Prior to the regime of the revolution, over which we presided, no one in Latin America was given more dollar help proportionately than Guatemalan dictator Jorge Ubico. Yet, this regime was overthrown at the peak of our munificence, mainly because its program undercut the feudal structure without providing alternatives, and this inflation that brought about general misery. Even our State Department’s white paper admits that the revolution which overthrew Ubico was urgently needed. Ubico was succeeded by the Arbenz regime, which embarked upon a program that included social security, sanitation, health projects, land reform, and similar badly needed changes. Perhaps without aid, certainly with our blessings, this regime was overthrown as communist, and the present administration of Colonel Castillo Armas, whose hold on the country today is so shaky that he dare not risk stepping outside the national palace unless surrounded by a large military force, and he did not attend the ball held for Vice President Nixon on the latter’s recent visit because there was not enough parking space for his machine guns. The State Department’s white paper found throughout the overthrown regime 16 known Labor Party members, i.e., communists, two or three with better than clerical positions, several veiled communists, four in relatively important positions, eleven suspected communists, against whom the evidence is flimsy. Doubtless there were others in provincial and town governments, but about all those named escaped abroad, except a Nicaraguan lawyer who was shot without trial. Thus, those who have suffered most have not been the communists but faithful non-communist civil service workers who have been thrown out of their jobs or thrown into jail.

Today unemployment is severe and the ragged and barefoot have reappeared in the city streets. General unemployment and destruction of labor unions have depressed wages from the approximate dollar achieved in recent years toward the 15-cent level prevailing under the Ubico dictatorship. Under the Arbenz pro-communist regime, Guatemala for the first time in history, became a food exporting country as a result of technical improvements long scorned by feudal agriculture. But within the last year the government has spent about $4 million for corn alone, and greater outlays will have to be made or many people will starve. The government’s plight is bad and growing worse. Salaries of government personnel, except for the army, are badly in arrears. Schoolteachers are hard-hit, and many schools have shut down. Public housing, road building, and other public works have been halted.

Civil rights no longer exist. All parties except Catholic groups and the new party created by the dictatorship have been outlawed. Castillo was named president by voters passing before soldiers at the polling places and shouting “Yes” or “No.” Not even the Soviets have ever dared stage such a barefaced travesty. Nothing like it has been seen in Latin America since the French soldiers prodded voters with bayonets in a plebiscite to seat Maximilian on the throne a hundred years ago.

No farm unions or cooperatives are allowed.

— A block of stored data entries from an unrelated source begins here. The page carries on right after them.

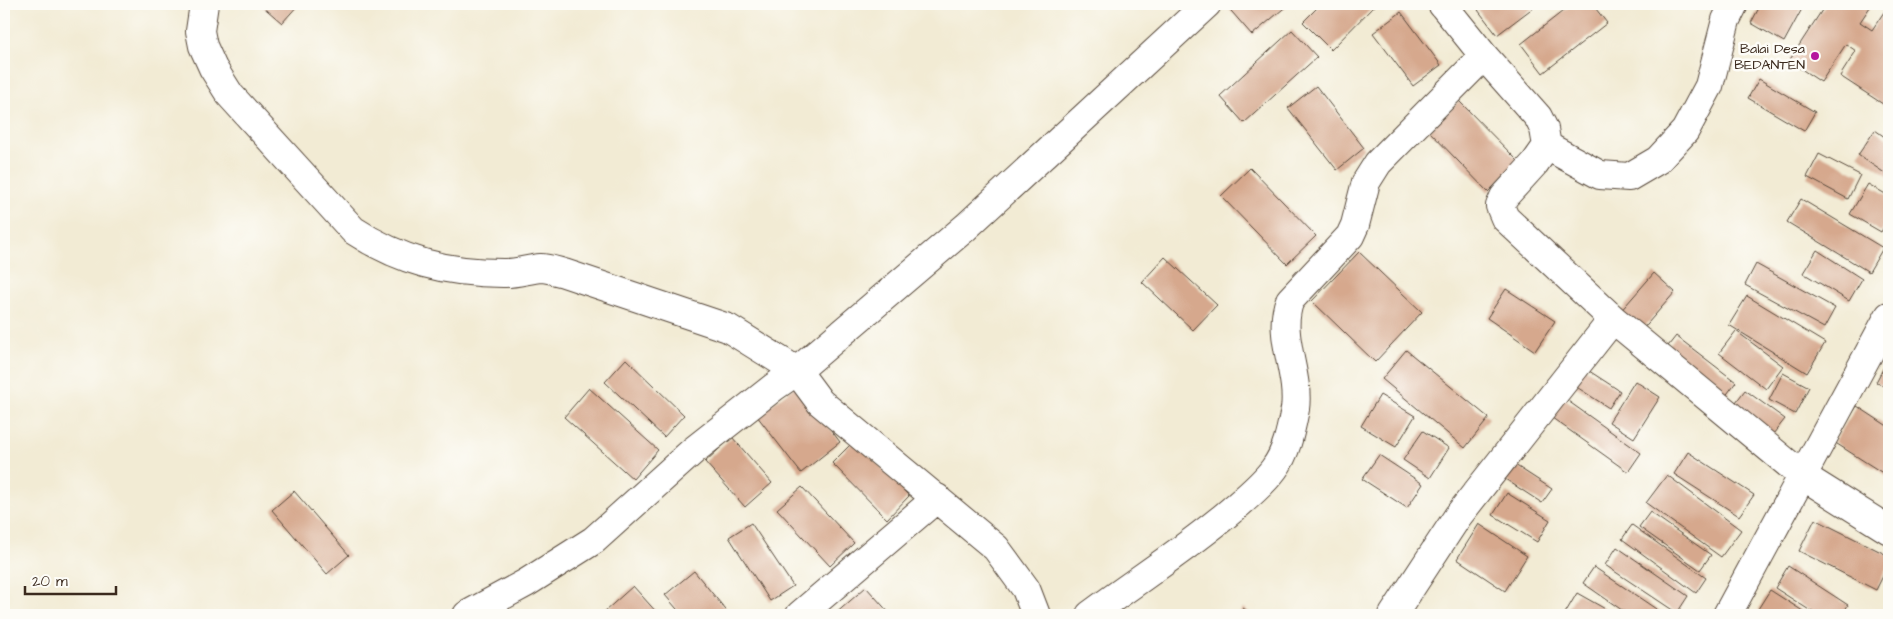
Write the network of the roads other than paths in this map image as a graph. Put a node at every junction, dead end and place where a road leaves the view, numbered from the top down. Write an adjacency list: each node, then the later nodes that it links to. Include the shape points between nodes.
1 (204, 4): 9 (street, via 200,31 204,46 230,95 353,230 367,240 435,267 504,274 543,268 564,273 728,328)
2 (1207, 4): 9 (street, via 966,227)
3 (1442, 4): 5 (street)
4 (1734, 4): 6 (street, via 1726,20 1709,86 1685,131 1658,160 1629,177 1600,175)
5 (1484, 56): 6 (street, via 1538,117); 16 (street, via 1378,163 1366,182 1350,236 1290,300 1285,313 1295,406 1289,438 1275,468 1250,495 1214,525)
6 (1547, 146): 8 (street, via 1500,206 1505,218)
7 (1889, 316): 10 (street)
8 (1612, 318): 10 (street); 17 (street, via 1458,516)
9 (797, 371): 11 (street, via 820,402); 13 (street, via 694,450 594,540)
10 (1803, 476): 12 (street); 18 (street)
11 (936, 498): 14 (street); 15 (street, via 996,548 1026,590)
12 (1889, 530)
13 (467, 615)
14 (800, 615)
15 (1036, 615)
16 (1090, 615)
17 (1393, 615)
18 (1727, 615)

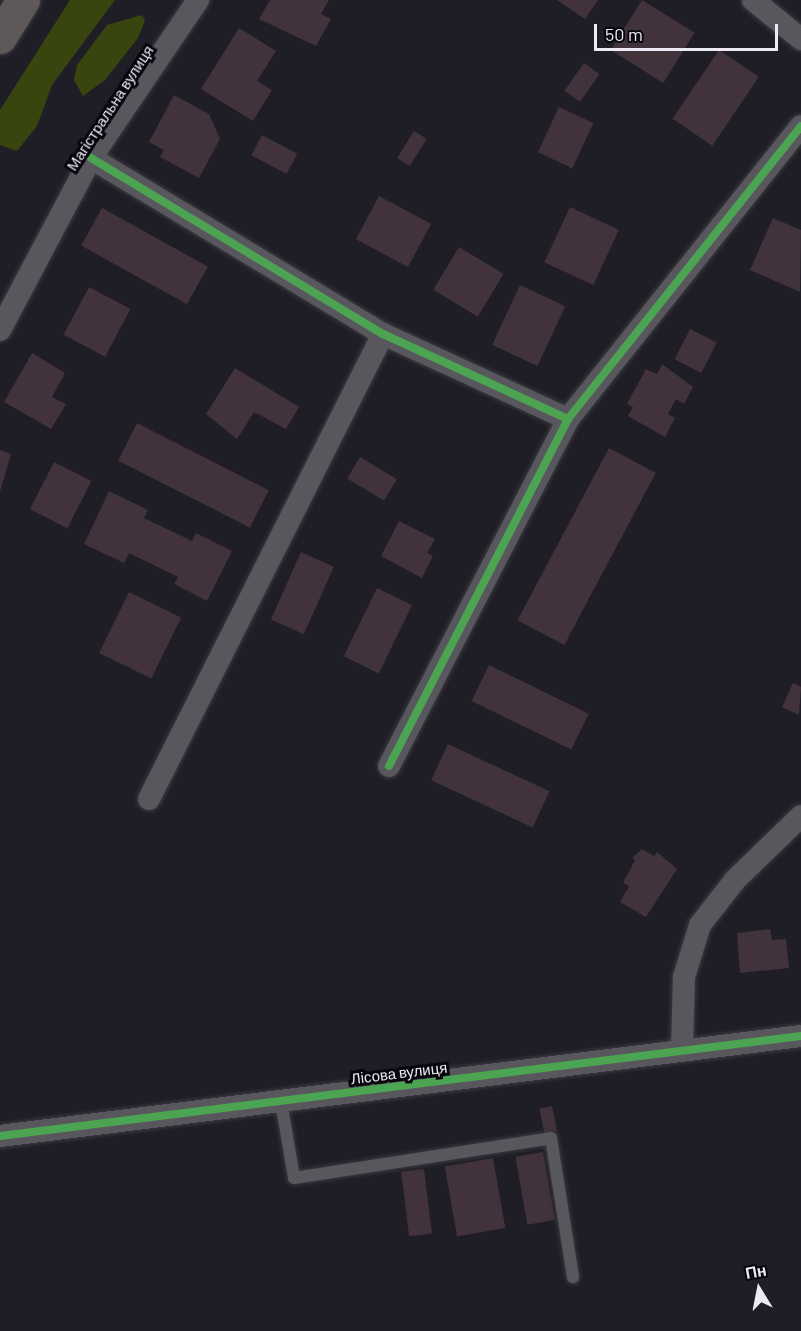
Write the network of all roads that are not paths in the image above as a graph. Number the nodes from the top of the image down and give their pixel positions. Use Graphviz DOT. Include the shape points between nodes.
graph roads {
  1 [pos="23,0"];
  2 [pos="198,0"];
  3 [pos="753,0"];
  4 [pos="0,37"];
  5 [pos="801,39"];
  6 [pos="801,126"];
  7 [pos="91,158"];
  8 [pos="0,330"];
  9 [pos="382,334"];
  10 [pos="568,419"];
  11 [pos="389,766"];
  12 [pos="149,799"];
  13 [pos="801,816"];
  14 [pos="801,1036"];
  15 [pos="682,1051"];
  16 [pos="281,1101"];
  17 [pos="0,1136"];
  18 [pos="573,1277"];
  1 -- 4 [label="highway"];
  2 -- 7 [label="street, Магістральна вулиця"];
  3 -- 5 [label="street"];
  6 -- 10 [label="street"];
  7 -- 8 [label="street, Магістральна вулиця"];
  7 -- 9 [label="street"];
  9 -- 10 [label="street"];
  9 -- 12 [label="street"];
  10 -- 11 [label="street"];
  13 -- 15 [label="street" via="735,880 700,925 684,976"];
  14 -- 15 [label="street, Лісова вулиця"];
  15 -- 16 [label="street, Лісова вулиця"];
  16 -- 17 [label="street, Лісова вулиця"];
  16 -- 18 [label="lane" via="294,1178 551,1138"];
}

Nearly all schoolteacher, student, women’s, and cultural organizations have been suppressed.

And this is the kind of regime for which we have earmarked $6,500,000 to help. It is unlikely that many American taxpayers would object to having their dollars spent to aid needy people to achieve greater democracy in a country on our own continent, but let us be honest with ourselves about Guatemala. The revolution we sponsored did not injure many of the real communists. The regime we are now subsidizing is no more a democracy in the American sense than is the Kremlin. Is there a moral principle involved here? It is about time that the rank-and-file of our citizenry re-evaluate the deals we have made in recent years with the Titos, the Francos, the Armas, and similar non-democratic governments. If we are going to deal with them as a matter of expediency, that is one thing, but let us not cloak expediency with distortion of what the facts are. This is hypocrisy of the rankest sort.